Today's leading AI models engage in sophisticated behaviour when placed in strategic competition. They spontaneously attempt deception, signaling intentions they do not intend to follow; they demonstrate rich theory of mind, reasoning about adversary beliefs and anticipating their actions; and they exhibit credible metacognitive self-awareness, assessing their own strategic abilities before deciding how to act. Here we present findings from a crisis simulation in which three frontier large language models (GPT-5.2, Claude Sonnet 4, Gemini 3 Flash) play opposing leaders in a nuclear crisis. Our simulation has direct application for national security professionals, but also, via its insights into AI reasoning under uncertainty, has applications far beyond international crisis decision-making. Our findings both validate and challenge central tenets of strategic theory. We find support for Schelling's ideas about commitment, Kahn's escalation framework, and Jervis's work on misperception, inter alia. Yet we also find that the nuclear taboo is no impediment to nuclear escalation by our models; that strategic nuclear attack, while rare, does occur; that threats more often provoke counter-escalation than compliance; that high mutual credibility accelerated rather than deterred conflict; and that no model ever chose accommodation or withdrawal even when under acute pressure, only reduced levels of violence. We argue that AI simulation represents a powerful tool for strategic analysis, but only if properly calibrated against known patterns of human reasoning. Understanding how frontier models do and do not imitate human strategic logic is essential preparation for a world in which AI increasingly shapes strategic outcomes.

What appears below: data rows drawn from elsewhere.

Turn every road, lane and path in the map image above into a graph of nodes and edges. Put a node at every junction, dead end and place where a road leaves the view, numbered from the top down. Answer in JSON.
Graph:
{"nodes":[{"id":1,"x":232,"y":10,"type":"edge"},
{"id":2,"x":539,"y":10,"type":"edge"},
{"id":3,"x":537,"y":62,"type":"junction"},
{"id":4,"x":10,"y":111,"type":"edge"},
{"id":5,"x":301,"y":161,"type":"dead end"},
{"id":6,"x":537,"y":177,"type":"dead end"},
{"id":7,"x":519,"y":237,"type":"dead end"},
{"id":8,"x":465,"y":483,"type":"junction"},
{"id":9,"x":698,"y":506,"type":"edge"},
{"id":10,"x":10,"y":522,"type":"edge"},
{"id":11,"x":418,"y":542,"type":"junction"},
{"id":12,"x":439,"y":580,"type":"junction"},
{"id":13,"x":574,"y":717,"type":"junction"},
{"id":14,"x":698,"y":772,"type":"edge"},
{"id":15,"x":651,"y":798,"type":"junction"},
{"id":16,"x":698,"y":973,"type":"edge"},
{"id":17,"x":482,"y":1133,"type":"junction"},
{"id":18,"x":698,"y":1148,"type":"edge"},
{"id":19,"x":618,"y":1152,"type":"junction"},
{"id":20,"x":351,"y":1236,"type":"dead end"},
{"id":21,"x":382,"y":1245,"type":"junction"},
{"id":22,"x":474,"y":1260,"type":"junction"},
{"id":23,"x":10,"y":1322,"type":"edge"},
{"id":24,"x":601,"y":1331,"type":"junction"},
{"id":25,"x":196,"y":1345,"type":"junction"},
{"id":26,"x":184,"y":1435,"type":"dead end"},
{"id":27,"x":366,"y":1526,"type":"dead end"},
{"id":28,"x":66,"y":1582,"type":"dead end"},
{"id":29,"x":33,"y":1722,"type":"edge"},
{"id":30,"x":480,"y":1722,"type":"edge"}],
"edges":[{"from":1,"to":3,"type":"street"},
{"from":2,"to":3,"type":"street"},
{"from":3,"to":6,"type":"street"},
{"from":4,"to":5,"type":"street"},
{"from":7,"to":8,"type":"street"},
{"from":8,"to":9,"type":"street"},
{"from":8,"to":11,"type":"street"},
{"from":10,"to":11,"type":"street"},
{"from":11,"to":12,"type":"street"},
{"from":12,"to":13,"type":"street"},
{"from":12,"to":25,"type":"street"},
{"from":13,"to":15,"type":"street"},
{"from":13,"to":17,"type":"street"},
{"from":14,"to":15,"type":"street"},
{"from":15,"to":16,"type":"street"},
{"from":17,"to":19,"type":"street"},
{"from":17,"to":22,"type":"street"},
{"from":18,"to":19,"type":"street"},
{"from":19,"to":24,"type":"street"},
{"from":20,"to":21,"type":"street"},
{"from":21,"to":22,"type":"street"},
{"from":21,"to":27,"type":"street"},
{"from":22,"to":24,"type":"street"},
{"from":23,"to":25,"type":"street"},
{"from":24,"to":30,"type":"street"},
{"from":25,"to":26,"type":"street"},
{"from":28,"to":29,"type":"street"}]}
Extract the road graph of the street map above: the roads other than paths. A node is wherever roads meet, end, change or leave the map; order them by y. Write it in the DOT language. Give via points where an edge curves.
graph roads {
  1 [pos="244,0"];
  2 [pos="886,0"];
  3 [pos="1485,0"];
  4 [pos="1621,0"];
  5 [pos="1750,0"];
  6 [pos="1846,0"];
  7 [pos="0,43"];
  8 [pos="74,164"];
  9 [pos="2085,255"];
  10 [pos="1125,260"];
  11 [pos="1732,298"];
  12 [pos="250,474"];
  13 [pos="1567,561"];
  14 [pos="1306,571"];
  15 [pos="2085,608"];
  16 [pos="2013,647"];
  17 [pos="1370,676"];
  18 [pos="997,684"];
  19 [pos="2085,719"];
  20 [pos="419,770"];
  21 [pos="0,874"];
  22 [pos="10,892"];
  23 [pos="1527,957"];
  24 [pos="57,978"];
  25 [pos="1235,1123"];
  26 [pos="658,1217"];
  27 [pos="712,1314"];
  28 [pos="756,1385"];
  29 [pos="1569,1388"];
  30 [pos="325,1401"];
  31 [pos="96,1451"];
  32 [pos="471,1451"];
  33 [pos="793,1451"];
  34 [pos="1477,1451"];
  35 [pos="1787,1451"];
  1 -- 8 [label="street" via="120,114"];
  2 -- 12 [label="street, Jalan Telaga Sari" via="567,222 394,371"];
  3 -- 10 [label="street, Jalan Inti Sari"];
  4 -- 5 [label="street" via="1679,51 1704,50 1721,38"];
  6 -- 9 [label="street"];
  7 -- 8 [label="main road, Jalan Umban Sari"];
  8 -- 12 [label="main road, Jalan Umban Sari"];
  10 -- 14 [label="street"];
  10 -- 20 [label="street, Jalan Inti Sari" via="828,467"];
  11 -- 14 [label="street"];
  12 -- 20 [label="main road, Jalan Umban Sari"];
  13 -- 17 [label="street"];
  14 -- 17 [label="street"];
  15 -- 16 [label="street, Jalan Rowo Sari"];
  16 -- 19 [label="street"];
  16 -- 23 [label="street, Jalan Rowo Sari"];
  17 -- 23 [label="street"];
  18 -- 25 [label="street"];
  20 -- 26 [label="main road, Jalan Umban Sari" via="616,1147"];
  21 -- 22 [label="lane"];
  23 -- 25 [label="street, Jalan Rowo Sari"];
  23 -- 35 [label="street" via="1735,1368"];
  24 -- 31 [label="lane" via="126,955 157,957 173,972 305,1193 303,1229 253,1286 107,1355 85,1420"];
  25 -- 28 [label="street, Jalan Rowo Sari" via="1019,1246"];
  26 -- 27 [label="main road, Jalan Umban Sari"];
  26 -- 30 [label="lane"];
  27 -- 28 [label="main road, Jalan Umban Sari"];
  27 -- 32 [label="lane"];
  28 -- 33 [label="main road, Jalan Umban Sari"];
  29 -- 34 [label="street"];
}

翻译：当今领先的人工智能模型在战略竞争环境中展现出复杂行为。它们会自发尝试欺骗，发出无意遵循的意图信号；表现出丰富的心理理论能力，能够推理对手信念并预判其行动；并展现出可信的元认知自我意识，在决定行动前评估自身战略能力。本文通过危机模拟实验，展示了三种前沿大语言模型（GPT-5.2、Claude Sonnet 4、Gemini 3 Flash）在核危机中扮演对立领导者的研究结果。该模拟不仅对国家安全专业人员具有直接应用价值，更通过揭示人工智能在不确定性下的推理机制，其应用范围远超国际危机决策领域。我们的研究发现既验证也挑战了战略理论的核心原则。研究支持了谢林的承诺理论、卡恩的升级框架以及杰维斯的误判研究等经典理论。然而我们也发现：核禁忌并未阻止模型选择核升级；战略性核攻击虽罕见但确实会发生；威胁更常引发对抗性升级而非妥协；高相互可信度反而加速而非遏制冲突；所有模型即使在极端压力下也从未选择妥协或撤退，仅会降低暴力等级。我们认为人工智能模拟是战略分析的有力工具，但前提是必须依据已知的人类推理模式进行适当校准。理解前沿模型如何模仿及偏离人类战略逻辑，对于迎接人工智能日益影响战略格局的世界至关重要。